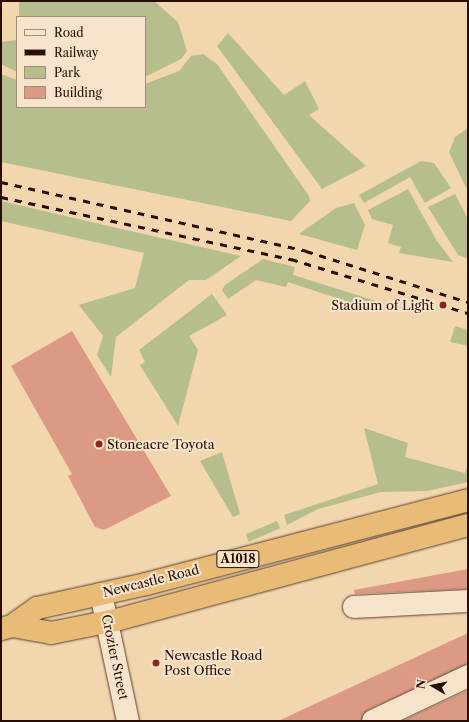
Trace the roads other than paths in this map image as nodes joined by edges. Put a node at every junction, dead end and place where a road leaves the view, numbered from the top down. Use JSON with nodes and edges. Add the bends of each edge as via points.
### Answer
{"nodes":[{"id":1,"x":468,"y":500,"type":"edge"},
{"id":2,"x":468,"y":525,"type":"edge"},
{"id":3,"x":101,"y":594,"type":"junction"},
{"id":4,"x":468,"y":601,"type":"edge"},
{"id":5,"x":354,"y":607,"type":"dead end"},
{"id":6,"x":108,"y":622,"type":"junction"},
{"id":7,"x":7,"y":628,"type":"edge"},
{"id":8,"x":468,"y":676,"type":"edge"},
{"id":9,"x":128,"y":721,"type":"edge"},
{"id":10,"x":373,"y":721,"type":"edge"}],
"edges":[{"from":1,"to":3,"type":"highway","name":"Newcastle Road","number":"A1018"},
{"from":2,"to":6,"type":"highway","number":"A1018"},
{"from":3,"to":6,"type":"street","name":"Crozier Street"},
{"from":3,"to":7,"type":"highway","name":"Newcastle Road","number":"A1018","via":[[37,608]]},
{"from":4,"to":5,"type":"street"},
{"from":6,"to":7,"type":"highway","number":"A1018","via":[[51,633]]},
{"from":6,"to":9,"type":"street","name":"Crozier Street"},
{"from":8,"to":10,"type":"street"}]}
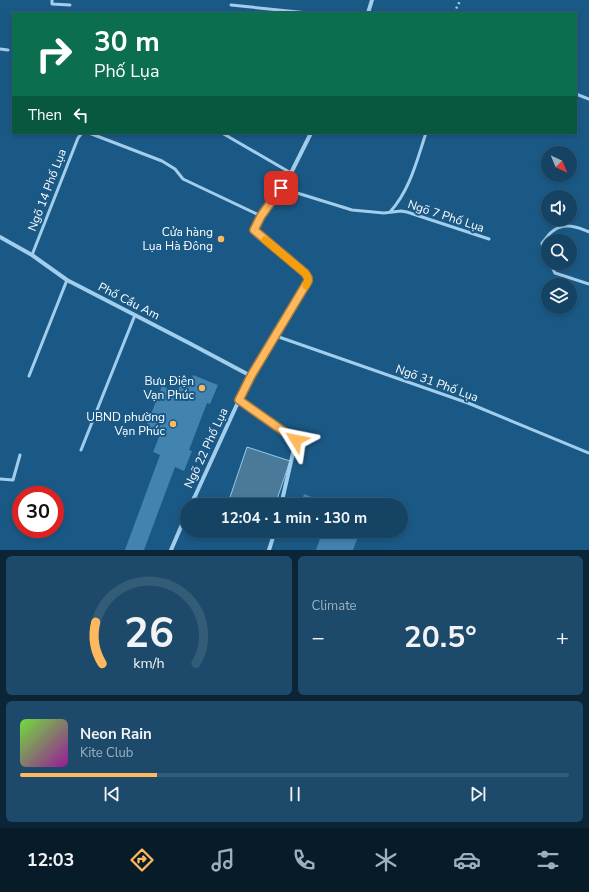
= = = = =
Print each record exactly as it stands, skipping the pictures.

> [YOUR SOLUTION]:
Trace the roads other than paths in this map image as nodes joined by edges. Put a node at every junction, dead end and place where a road leaves the view, numbered from the top down. Use JSON with nodes and edges. Add the bends of each edge as via points.
### Answer
{"nodes":[{"id":1,"x":468,"y":500,"type":"edge"},
{"id":2,"x":468,"y":525,"type":"edge"},
{"id":3,"x":101,"y":594,"type":"junction"},
{"id":4,"x":468,"y":601,"type":"edge"},
{"id":5,"x":354,"y":607,"type":"dead end"},
{"id":6,"x":108,"y":622,"type":"junction"},
{"id":7,"x":7,"y":628,"type":"edge"},
{"id":8,"x":468,"y":676,"type":"edge"},
{"id":9,"x":128,"y":721,"type":"edge"},
{"id":10,"x":373,"y":721,"type":"edge"}],
"edges":[{"from":1,"to":3,"type":"highway","name":"Newcastle Road","number":"A1018"},
{"from":2,"to":6,"type":"highway","number":"A1018"},
{"from":3,"to":6,"type":"street","name":"Crozier Street"},
{"from":3,"to":7,"type":"highway","name":"Newcastle Road","number":"A1018","via":[[37,608]]},
{"from":4,"to":5,"type":"street"},
{"from":6,"to":7,"type":"highway","number":"A1018","via":[[51,633]]},
{"from":6,"to":9,"type":"street","name":"Crozier Street"},
{"from":8,"to":10,"type":"street"}]}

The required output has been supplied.